La paralisi dell’Europa è anche la conseguenza di questo lungo sonno della rappresentanza. Orgogliosa di indicare la via al mondo intero, la classe dirigente occidentale (non solo europea) si è mossa come se essa fosse la guida morale del mondo, e al tempo stesso la paladina dei diritti di tutti. Ma era un film, un film girato essenzialmente per sé medesima. Gli stessi che si autoproclamavano paladini dei diritti di tutti, non esitavano a calpestare quei medesimi diritti quando interessi economici, strategici, geopolitici suggerivano l’intervento (a quante guerre umanitarie o di liberazione abbiamo dovuto assistere?) o, ancora più tragicamente, consigliavano l’astensione (ricordate i massacri del Ruanda?).

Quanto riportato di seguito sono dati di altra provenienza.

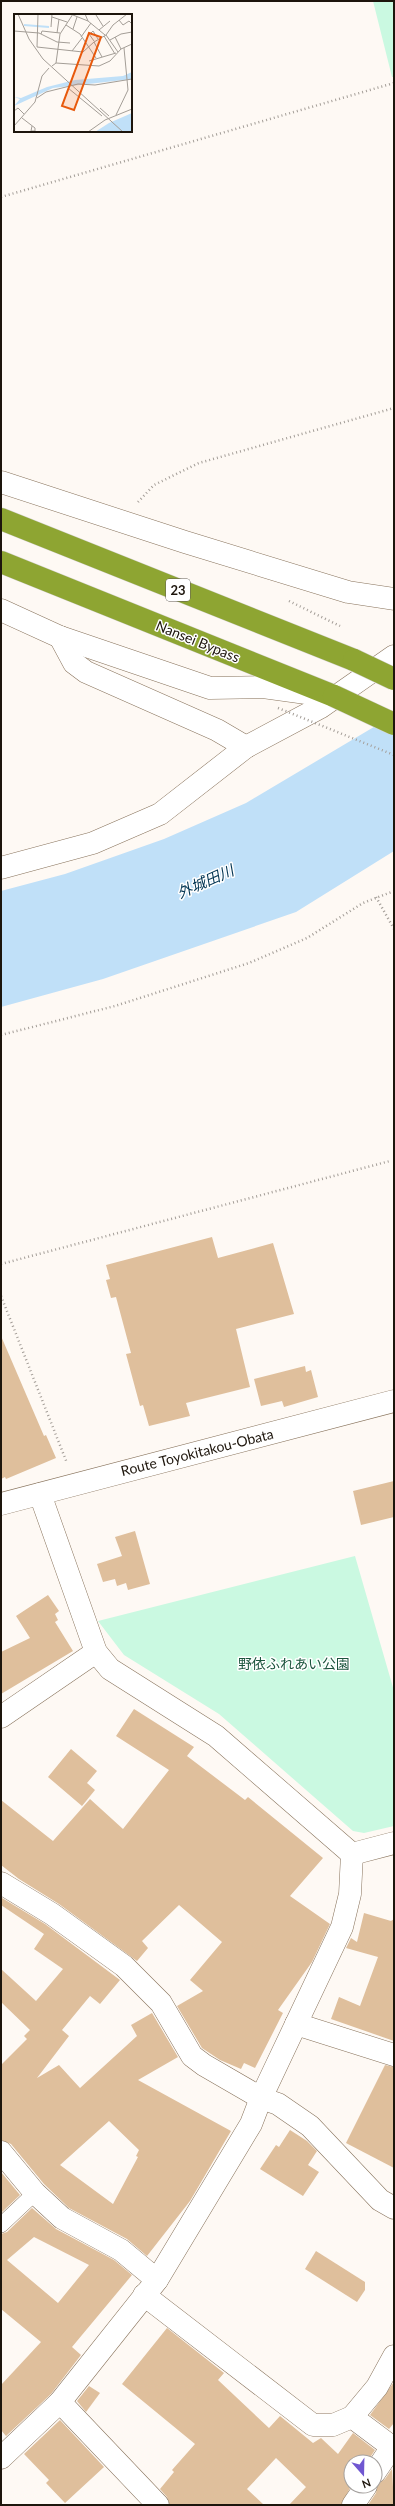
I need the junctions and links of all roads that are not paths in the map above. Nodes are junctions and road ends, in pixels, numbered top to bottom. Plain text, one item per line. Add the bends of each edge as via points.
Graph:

L’origine dell’ondata populista forse è anche qui. Di fronte a una classe dirigente che si autopercepisce come un’autorità spirituale, ma agisce come il più temporale dei poteri, i cittadini europei hanno cominciato a presentare il conto. La “lebbra” populista che sale in Europa, contrariamente a quanto pensa Macron, non è un morbo di origini misteriose. Quel morbo (ammesso che sia tale) è stato accuratamente coltivato nelle cancellerie europee, là dove, lentamente e quasi inavvertitamente, l’etica della responsabilità, che dovrebbe essere il faro di una vera classe dirigente, ha ceduto il passo all’etica della convinzione, che si addice ai profeti, non a chi vuole governare un continente.